=== DATA LISTING ===

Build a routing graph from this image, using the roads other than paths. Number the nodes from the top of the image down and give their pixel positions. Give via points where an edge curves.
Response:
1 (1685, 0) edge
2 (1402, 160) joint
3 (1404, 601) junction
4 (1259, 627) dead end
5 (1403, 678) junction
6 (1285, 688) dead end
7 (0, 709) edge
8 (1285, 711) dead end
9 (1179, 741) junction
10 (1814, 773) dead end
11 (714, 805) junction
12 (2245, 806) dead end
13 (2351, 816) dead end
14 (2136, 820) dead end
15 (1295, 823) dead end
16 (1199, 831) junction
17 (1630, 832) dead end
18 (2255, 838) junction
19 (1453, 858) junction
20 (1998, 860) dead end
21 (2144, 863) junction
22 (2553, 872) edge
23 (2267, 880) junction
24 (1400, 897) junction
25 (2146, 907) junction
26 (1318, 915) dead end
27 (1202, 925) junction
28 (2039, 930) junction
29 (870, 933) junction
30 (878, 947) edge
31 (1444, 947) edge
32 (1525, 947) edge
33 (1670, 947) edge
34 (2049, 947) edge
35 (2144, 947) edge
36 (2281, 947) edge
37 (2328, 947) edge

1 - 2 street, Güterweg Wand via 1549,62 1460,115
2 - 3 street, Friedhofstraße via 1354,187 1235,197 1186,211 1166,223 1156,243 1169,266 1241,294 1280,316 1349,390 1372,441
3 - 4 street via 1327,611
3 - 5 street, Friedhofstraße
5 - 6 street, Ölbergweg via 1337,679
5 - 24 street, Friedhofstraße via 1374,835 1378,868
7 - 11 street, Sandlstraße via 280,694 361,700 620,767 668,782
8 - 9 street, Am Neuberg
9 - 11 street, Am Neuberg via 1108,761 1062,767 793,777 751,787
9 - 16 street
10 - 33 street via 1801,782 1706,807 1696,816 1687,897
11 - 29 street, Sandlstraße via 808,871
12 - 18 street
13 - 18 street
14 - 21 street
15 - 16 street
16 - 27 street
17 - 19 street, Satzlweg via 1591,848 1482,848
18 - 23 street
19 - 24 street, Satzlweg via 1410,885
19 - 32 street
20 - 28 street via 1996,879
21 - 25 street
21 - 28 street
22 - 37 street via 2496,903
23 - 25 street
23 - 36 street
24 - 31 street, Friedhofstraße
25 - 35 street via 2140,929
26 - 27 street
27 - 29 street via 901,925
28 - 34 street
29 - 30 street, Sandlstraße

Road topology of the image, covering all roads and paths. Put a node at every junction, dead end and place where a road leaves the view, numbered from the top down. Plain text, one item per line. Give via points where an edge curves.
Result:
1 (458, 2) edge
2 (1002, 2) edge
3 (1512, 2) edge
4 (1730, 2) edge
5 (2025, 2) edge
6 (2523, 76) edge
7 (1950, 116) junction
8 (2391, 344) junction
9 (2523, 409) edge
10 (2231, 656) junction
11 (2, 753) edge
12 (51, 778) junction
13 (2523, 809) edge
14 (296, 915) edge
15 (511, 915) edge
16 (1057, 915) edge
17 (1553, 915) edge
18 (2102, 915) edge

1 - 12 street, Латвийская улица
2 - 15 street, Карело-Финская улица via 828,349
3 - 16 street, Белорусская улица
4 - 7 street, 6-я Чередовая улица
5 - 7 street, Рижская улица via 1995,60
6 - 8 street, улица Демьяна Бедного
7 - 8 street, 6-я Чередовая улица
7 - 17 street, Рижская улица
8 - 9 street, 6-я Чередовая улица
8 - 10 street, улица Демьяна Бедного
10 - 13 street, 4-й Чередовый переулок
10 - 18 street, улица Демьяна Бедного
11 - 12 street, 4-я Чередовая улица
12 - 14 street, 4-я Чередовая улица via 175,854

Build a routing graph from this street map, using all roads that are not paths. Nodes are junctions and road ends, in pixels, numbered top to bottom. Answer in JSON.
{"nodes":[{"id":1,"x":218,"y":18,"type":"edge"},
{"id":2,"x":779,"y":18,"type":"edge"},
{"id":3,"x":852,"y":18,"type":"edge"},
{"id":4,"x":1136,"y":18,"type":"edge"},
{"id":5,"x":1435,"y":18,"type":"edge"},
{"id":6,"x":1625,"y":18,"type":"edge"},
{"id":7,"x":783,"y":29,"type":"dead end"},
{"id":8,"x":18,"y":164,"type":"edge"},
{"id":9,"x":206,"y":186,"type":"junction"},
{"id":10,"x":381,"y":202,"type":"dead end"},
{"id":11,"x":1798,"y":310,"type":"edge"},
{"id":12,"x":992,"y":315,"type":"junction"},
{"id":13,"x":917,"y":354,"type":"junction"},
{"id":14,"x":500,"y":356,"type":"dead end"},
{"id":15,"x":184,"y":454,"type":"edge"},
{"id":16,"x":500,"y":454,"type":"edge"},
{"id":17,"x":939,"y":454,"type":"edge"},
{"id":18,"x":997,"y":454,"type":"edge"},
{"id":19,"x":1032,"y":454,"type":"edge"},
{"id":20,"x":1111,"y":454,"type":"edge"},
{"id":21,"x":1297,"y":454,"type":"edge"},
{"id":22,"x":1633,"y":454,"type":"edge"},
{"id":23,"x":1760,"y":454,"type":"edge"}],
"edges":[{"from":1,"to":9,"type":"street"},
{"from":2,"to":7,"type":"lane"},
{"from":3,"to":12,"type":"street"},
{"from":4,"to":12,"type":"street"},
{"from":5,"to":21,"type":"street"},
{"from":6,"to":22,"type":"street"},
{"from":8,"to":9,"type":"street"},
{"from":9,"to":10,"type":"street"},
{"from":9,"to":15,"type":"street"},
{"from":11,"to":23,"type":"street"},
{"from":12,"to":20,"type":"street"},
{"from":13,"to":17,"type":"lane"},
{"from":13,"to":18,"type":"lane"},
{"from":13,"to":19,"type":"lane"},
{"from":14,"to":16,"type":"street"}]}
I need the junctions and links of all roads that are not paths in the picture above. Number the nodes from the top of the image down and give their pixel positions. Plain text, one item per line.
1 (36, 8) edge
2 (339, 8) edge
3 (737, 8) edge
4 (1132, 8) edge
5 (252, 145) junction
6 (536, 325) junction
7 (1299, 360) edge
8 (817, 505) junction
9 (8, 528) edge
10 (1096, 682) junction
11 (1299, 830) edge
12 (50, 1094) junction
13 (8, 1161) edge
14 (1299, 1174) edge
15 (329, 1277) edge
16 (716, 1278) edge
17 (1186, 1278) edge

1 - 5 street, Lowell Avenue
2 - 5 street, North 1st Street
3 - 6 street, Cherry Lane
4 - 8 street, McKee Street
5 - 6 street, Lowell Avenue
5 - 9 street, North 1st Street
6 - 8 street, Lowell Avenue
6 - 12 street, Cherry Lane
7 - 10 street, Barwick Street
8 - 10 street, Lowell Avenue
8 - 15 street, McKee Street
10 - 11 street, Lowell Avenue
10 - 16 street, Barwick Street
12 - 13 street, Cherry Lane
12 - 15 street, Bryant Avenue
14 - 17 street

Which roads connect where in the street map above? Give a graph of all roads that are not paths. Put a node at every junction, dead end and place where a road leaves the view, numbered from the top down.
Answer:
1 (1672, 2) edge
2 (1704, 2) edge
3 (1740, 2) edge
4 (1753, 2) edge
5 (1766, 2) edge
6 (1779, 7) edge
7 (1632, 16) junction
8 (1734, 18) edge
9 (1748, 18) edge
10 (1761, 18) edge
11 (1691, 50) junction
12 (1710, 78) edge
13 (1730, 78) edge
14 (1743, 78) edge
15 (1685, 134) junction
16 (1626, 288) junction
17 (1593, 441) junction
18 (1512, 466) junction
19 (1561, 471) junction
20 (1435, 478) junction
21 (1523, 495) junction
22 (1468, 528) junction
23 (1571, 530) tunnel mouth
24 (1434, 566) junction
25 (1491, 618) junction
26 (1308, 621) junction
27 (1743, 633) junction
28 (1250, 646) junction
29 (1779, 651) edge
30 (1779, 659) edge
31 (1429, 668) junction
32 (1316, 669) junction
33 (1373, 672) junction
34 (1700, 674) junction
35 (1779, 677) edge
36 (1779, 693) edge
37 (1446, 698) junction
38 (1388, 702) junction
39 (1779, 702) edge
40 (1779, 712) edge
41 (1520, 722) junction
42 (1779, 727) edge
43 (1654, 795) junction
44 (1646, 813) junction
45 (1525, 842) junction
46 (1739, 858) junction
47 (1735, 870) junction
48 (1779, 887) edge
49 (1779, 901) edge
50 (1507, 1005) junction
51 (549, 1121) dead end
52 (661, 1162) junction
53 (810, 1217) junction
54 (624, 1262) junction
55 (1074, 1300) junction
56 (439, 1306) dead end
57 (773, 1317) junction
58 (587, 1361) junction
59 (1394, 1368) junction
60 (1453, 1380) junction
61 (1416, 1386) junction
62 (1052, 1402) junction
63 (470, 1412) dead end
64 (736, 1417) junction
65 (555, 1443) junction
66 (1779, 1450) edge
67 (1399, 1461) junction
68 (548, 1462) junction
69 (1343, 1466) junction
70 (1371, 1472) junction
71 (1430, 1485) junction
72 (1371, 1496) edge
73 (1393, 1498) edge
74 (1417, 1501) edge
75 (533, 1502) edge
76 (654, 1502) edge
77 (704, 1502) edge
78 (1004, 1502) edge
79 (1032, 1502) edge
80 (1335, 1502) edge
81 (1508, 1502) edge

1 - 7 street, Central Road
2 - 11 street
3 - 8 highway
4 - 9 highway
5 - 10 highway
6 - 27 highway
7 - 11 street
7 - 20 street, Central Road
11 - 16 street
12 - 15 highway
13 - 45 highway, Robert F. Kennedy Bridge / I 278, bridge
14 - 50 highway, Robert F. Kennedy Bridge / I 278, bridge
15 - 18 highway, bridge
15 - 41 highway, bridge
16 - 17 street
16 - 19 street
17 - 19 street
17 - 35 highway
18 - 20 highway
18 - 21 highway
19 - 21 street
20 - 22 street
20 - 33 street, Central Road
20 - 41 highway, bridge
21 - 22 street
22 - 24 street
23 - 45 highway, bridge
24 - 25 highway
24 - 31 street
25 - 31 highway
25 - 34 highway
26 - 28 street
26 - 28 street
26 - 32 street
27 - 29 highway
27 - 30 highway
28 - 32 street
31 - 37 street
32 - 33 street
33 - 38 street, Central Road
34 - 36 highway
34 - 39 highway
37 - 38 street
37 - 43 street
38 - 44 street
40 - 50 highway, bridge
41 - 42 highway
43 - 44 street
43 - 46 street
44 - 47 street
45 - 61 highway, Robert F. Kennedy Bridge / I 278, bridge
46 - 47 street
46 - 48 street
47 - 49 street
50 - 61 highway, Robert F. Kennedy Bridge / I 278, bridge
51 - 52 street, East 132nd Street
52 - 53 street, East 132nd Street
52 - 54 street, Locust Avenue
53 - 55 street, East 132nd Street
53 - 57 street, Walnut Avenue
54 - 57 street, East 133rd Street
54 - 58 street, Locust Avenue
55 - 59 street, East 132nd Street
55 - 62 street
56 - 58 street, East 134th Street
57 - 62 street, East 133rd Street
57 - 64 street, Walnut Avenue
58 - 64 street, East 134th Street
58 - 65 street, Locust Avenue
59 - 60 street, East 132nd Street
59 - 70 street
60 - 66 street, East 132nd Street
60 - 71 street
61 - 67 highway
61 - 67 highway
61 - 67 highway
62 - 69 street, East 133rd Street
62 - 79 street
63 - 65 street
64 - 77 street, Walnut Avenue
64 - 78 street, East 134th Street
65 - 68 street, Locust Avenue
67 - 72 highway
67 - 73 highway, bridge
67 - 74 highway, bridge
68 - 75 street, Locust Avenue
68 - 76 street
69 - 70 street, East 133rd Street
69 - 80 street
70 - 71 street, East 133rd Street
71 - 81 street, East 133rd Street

===

TASK REQUIREMENTS: Please copy out each line of the listing above that contains the string "Locust".

ANSWER TO THIS PROBLEM:
52 - 54 street, Locust Avenue
54 - 58 street, Locust Avenue
58 - 65 street, Locust Avenue
65 - 68 street, Locust Avenue
68 - 75 street, Locust Avenue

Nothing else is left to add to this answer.